Hungarian opposition party Tisza will join the centre-right European People’s Party (EPP) bloc in the European Parliament, the party’s leader Peter Magyar said on Tuesday.
The political newcomer has emerged as a new threat to Prime Minister Viktor Orban’s iron grip on power with his promises to tackle state corruption and restore democratic checks and balances he says have been eroded during Orban’s 14-year rule.
“We are happy that the EPP group just voted by 97% of the votes for our admission,” Magyar told a news conference in Brussels.
His centre-right party won seven of Hungary’s 21 seats in the European Parliament in Sunday’s pan-European Union election, more than the rest of Orban’s other challengers combined. Orban’s Fidesz and its small Christian Democrat allies won 11 seats, down from 13 before the election.
Magyar said in a Facebook video late on Tuesday that he would take up his seat as a member of the European Parliament (MEP), despite indicating earlier that he would rather stay in Hungary and focus on laying the groundwork to defeat Orban in the next national election due in 2026.

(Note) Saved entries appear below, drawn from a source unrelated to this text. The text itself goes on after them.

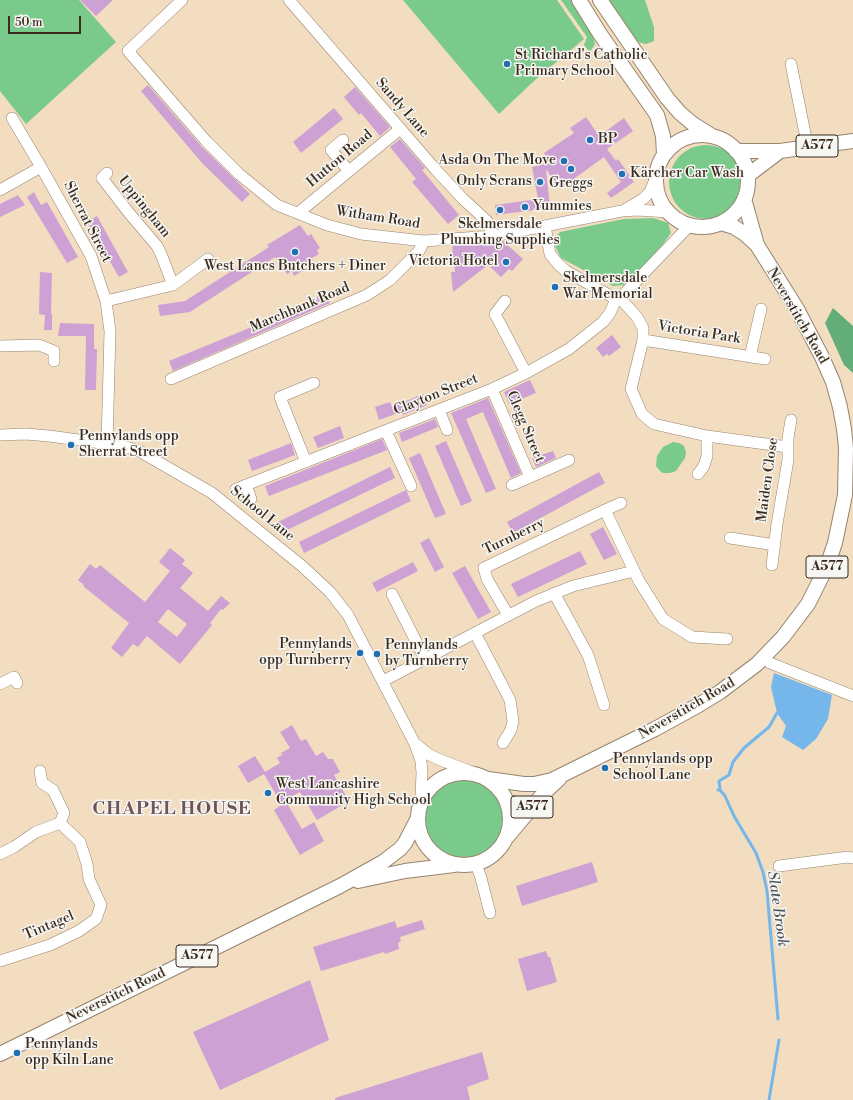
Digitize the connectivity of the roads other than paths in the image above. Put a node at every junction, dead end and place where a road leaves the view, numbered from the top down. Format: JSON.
{"nodes":[{"id":1,"x":182,"y":0,"type":"edge"},
{"id":2,"x":289,"y":0,"type":"edge"},
{"id":3,"x":580,"y":0,"type":"edge"},
{"id":4,"x":600,"y":0,"type":"edge"},
{"id":5,"x":642,"y":62,"type":"junction"},
{"id":6,"x":791,"y":64,"type":"dead end"},
{"id":7,"x":637,"y":87,"type":"junction"},
{"id":8,"x":12,"y":118,"type":"dead end"},
{"id":9,"x":400,"y":129,"type":"junction"},
{"id":10,"x":712,"y":137,"type":"junction"},
{"id":11,"x":344,"y":140,"type":"dead end"},
{"id":12,"x":853,"y":141,"type":"edge"},
{"id":13,"x":808,"y":148,"type":"junction"},
{"id":14,"x":736,"y":151,"type":"junction"},
{"id":15,"x":780,"y":151,"type":"junction"},
{"id":16,"x":664,"y":154,"type":"junction"},
{"id":17,"x":41,"y":167,"type":"junction"},
{"id":18,"x":349,"y":171,"type":"junction"},
{"id":19,"x":107,"y":173,"type":"dead end"},
{"id":20,"x":747,"y":176,"type":"junction"},
{"id":21,"x":656,"y":177,"type":"junction"},
{"id":22,"x":0,"y":190,"type":"edge"},
{"id":23,"x":744,"y":199,"type":"junction"},
{"id":24,"x":622,"y":211,"type":"junction"},
{"id":25,"x":668,"y":212,"type":"junction"},
{"id":26,"x":298,"y":213,"type":"junction"},
{"id":27,"x":721,"y":223,"type":"junction"},
{"id":28,"x":690,"y":225,"type":"junction"},
{"id":29,"x":545,"y":226,"type":"junction"},
{"id":30,"x":493,"y":236,"type":"junction"},
{"id":31,"x":424,"y":241,"type":"junction"},
{"id":32,"x":757,"y":245,"type":"junction"},
{"id":33,"x":208,"y":259,"type":"dead end"},
{"id":34,"x":172,"y":285,"type":"junction"},
{"id":35,"x":618,"y":298,"type":"junction"},
{"id":36,"x":106,"y":301,"type":"junction"},
{"id":37,"x":505,"y":301,"type":"dead end"},
{"id":38,"x":761,"y":309,"type":"dead end"},
{"id":39,"x":643,"y":340,"type":"junction"},
{"id":40,"x":0,"y":346,"type":"edge"},
{"id":41,"x":750,"y":357,"type":"junction"},
{"id":42,"x":764,"y":359,"type":"dead end"},
{"id":43,"x":54,"y":361,"type":"dead end"},
{"id":44,"x":526,"y":373,"type":"junction"},
{"id":45,"x":171,"y":379,"type":"dead end"},
{"id":46,"x":314,"y":383,"type":"dead end"},
{"id":47,"x":492,"y":389,"type":"junction"},
{"id":48,"x":439,"y":410,"type":"junction"},
{"id":49,"x":791,"y":420,"type":"dead end"},
{"id":50,"x":448,"y":430,"type":"dead end"},
{"id":51,"x":386,"y":431,"type":"junction"},
{"id":52,"x":0,"y":435,"type":"edge"},
{"id":53,"x":707,"y":436,"type":"junction"},
{"id":54,"x":107,"y":444,"type":"junction"},
{"id":55,"x":788,"y":447,"type":"junction"},
{"id":56,"x":569,"y":460,"type":"dead end"},
{"id":57,"x":306,"y":462,"type":"junction"},
{"id":58,"x":696,"y":474,"type":"dead end"},
{"id":59,"x":530,"y":477,"type":"junction"},
{"id":60,"x":512,"y":485,"type":"dead end"},
{"id":61,"x":410,"y":486,"type":"dead end"},
{"id":62,"x":251,"y":499,"type":"dead end"},
{"id":63,"x":621,"y":503,"type":"dead end"},
{"id":64,"x":605,"y":510,"type":"junction"},
{"id":65,"x":729,"y":536,"type":"dead end"},
{"id":66,"x":775,"y":545,"type":"junction"},
{"id":67,"x":772,"y":564,"type":"dead end"},
{"id":68,"x":634,"y":571,"type":"junction"},
{"id":69,"x":554,"y":593,"type":"junction"},
{"id":70,"x":392,"y":594,"type":"dead end"},
{"id":71,"x":508,"y":615,"type":"junction"},
{"id":72,"x":475,"y":633,"type":"junction"},
{"id":73,"x":727,"y":639,"type":"dead end"},
{"id":74,"x":425,"y":659,"type":"junction"},
{"id":75,"x":770,"y":663,"type":"dead end"},
{"id":76,"x":382,"y":681,"type":"junction"},
{"id":77,"x":17,"y":683,"type":"dead end"},
{"id":78,"x":0,"y":684,"type":"edge"},
{"id":79,"x":853,"y":696,"type":"edge"},
{"id":80,"x":604,"y":705,"type":"dead end"},
{"id":81,"x":415,"y":744,"type":"junction"},
{"id":82,"x":503,"y":744,"type":"dead end"},
{"id":83,"x":40,"y":771,"type":"dead end"},
{"id":84,"x":562,"y":776,"type":"junction"},
{"id":85,"x":483,"y":777,"type":"junction"},
{"id":86,"x":418,"y":814,"type":"junction"},
{"id":87,"x":60,"y":823,"type":"junction"},
{"id":88,"x":505,"y":840,"type":"junction"},
{"id":89,"x":0,"y":854,"type":"edge"},
{"id":90,"x":853,"y":858,"type":"edge"},
{"id":91,"x":476,"y":864,"type":"junction"},
{"id":92,"x":457,"y":865,"type":"junction"},
{"id":93,"x":779,"y":866,"type":"dead end"},
{"id":94,"x":340,"y":886,"type":"junction"},
{"id":95,"x":490,"y":913,"type":"dead end"},
{"id":96,"x":0,"y":961,"type":"edge"},
{"id":97,"x":0,"y":1054,"type":"edge"}],
"edges":[{"from":1,"to":26,"type":"street","name":"Witham Road"},
{"from":2,"to":9,"type":"street","name":"Sandy Lane"},
{"from":3,"to":7,"type":"main road"},
{"from":4,"to":5,"type":"main road"},
{"from":5,"to":7,"type":"main road"},
{"from":5,"to":10,"type":"main road"},
{"from":6,"to":13,"type":"street"},
{"from":7,"to":16,"type":"main road"},
{"from":8,"to":17,"type":"street","name":"Sherrat Street"},
{"from":9,"to":18,"type":"street","name":"Hutton Road"},
{"from":9,"to":30,"type":"street","name":"Sandy Lane"},
{"from":10,"to":14,"type":"main road","number":"A577"},
{"from":10,"to":16,"type":"main road","number":"A577"},
{"from":11,"to":18,"type":"street"},
{"from":12,"to":13,"type":"main road","number":"A577"},
{"from":13,"to":15,"type":"main road","number":"A577"},
{"from":14,"to":15,"type":"main road","number":"A577"},
{"from":14,"to":20,"type":"main road","number":"A577"},
{"from":15,"to":20,"type":"main road","number":"A577"},
{"from":16,"to":21,"type":"main road","number":"A577"},
{"from":17,"to":22,"type":"street"},
{"from":17,"to":36,"type":"street","name":"Sherrat Street"},
{"from":18,"to":26,"type":"street","name":"Hutton Road"},
{"from":19,"to":34,"type":"street","name":"Uppingham"},
{"from":20,"to":23,"type":"main road","number":"A577"},
{"from":21,"to":24,"type":"street","name":"Witham Road"},
{"from":21,"to":25,"type":"main road","number":"A577"},
{"from":23,"to":27,"type":"main road","number":"A577"},
{"from":23,"to":32,"type":"main road","name":"Neverstitch Road","number":"A577"},
{"from":24,"to":25,"type":"street","name":"Witham Road"},
{"from":24,"to":29,"type":"street","name":"Witham Road"},
{"from":25,"to":28,"type":"main road","number":"A577"},
{"from":26,"to":31,"type":"street","name":"Witham Road"},
{"from":27,"to":28,"type":"main road","number":"A577"},
{"from":27,"to":32,"type":"main road","name":"Neverstitch Road","number":"A577"},
{"from":28,"to":35,"type":"street","name":"Clayton Street"},
{"from":29,"to":30,"type":"street","name":"Witham Road"},
{"from":29,"to":35,"type":"street"},
{"from":30,"to":31,"type":"street","name":"Witham Road"},
{"from":31,"to":45,"type":"street","name":"Marchbank Road"},
{"from":32,"to":84,"type":"main road","name":"Neverstitch Road","number":"A577"},
{"from":33,"to":34,"type":"street"},
{"from":34,"to":36,"type":"street"},
{"from":35,"to":39,"type":"street"},
{"from":35,"to":44,"type":"street","name":"Clayton Street"},
{"from":36,"to":54,"type":"street","name":"Sherrat Street"},
{"from":37,"to":44,"type":"street"},
{"from":38,"to":41,"type":"street","name":"Victoria Park"},
{"from":39,"to":41,"type":"street","name":"Victoria Park"},
{"from":39,"to":53,"type":"street"},
{"from":40,"to":43,"type":"street"},
{"from":41,"to":42,"type":"street","name":"Victoria Park"},
{"from":44,"to":47,"type":"street","name":"Clayton Street"},
{"from":46,"to":57,"type":"street"},
{"from":47,"to":48,"type":"street","name":"Clayton Street"},
{"from":47,"to":59,"type":"street","name":"Clegg Street"},
{"from":48,"to":50,"type":"street"},
{"from":48,"to":51,"type":"street","name":"Clayton Street"},
{"from":49,"to":55,"type":"street","name":"Maiden Close"},
{"from":51,"to":57,"type":"street","name":"Clayton Street"},
{"from":51,"to":61,"type":"street"},
{"from":52,"to":54,"type":"street","name":"School Lane"},
{"from":53,"to":55,"type":"street"},
{"from":53,"to":58,"type":"street"},
{"from":54,"to":76,"type":"street","name":"School Lane"},
{"from":55,"to":66,"type":"street","name":"Maiden Close"},
{"from":56,"to":59,"type":"street"},
{"from":57,"to":62,"type":"street","name":"Clayton Street"},
{"from":59,"to":60,"type":"street"},
{"from":63,"to":64,"type":"street","name":"Turnberry"},
{"from":64,"to":68,"type":"street"},
{"from":64,"to":71,"type":"street","name":"Turnberry"},
{"from":65,"to":66,"type":"street","name":"Maiden Close"},
{"from":66,"to":67,"type":"street","name":"Maiden Close"},
{"from":68,"to":69,"type":"street"},
{"from":68,"to":73,"type":"street"},
{"from":69,"to":71,"type":"street"},
{"from":69,"to":80,"type":"street"},
{"from":70,"to":74,"type":"street"},
{"from":71,"to":72,"type":"street"},
{"from":72,"to":74,"type":"street"},
{"from":72,"to":82,"type":"street"},
{"from":74,"to":76,"type":"street"},
{"from":75,"to":79,"type":"street"},
{"from":76,"to":81,"type":"street","name":"School Lane"},
{"from":77,"to":78,"type":"street"},
{"from":81,"to":85,"type":"street","name":"School Lane"},
{"from":81,"to":86,"type":"street","name":"School Lane"},
{"from":83,"to":87,"type":"street"},
{"from":84,"to":85,"type":"main road","name":"Neverstitch Road","number":"A577"},
{"from":84,"to":88,"type":"main road","name":"Neverstitch Road","number":"A577"},
{"from":85,"to":86,"type":"main road","number":"A577"},
{"from":85,"to":88,"type":"main road","number":"A577"},
{"from":86,"to":92,"type":"main road","number":"A577"},
{"from":86,"to":94,"type":"main road","name":"Neverstitch Road","number":"A577"},
{"from":87,"to":89,"type":"street"},
{"from":87,"to":96,"type":"street","name":"Tintagel"},
{"from":88,"to":91,"type":"main road","number":"A577"},
{"from":90,"to":93,"type":"street"},
{"from":91,"to":92,"type":"main road","number":"A577"},
{"from":91,"to":95,"type":"street"},
{"from":92,"to":94,"type":"main road","name":"Neverstitch Road","number":"A577"},
{"from":94,"to":97,"type":"main road","name":"Neverstitch Road","number":"A577"}]}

Magyar said he wanted to build his party’s international ties in Brussels but if his job as an MEP harmed his efforts to prepare for the 2026 election he would resign his seat.
The EPP remains the European Parliament’s largest grouping. Fidesz had also been in the EPP but they parted ways in 2021 over Orban’s democratic track record and it has since remained outside of any other larger groupings.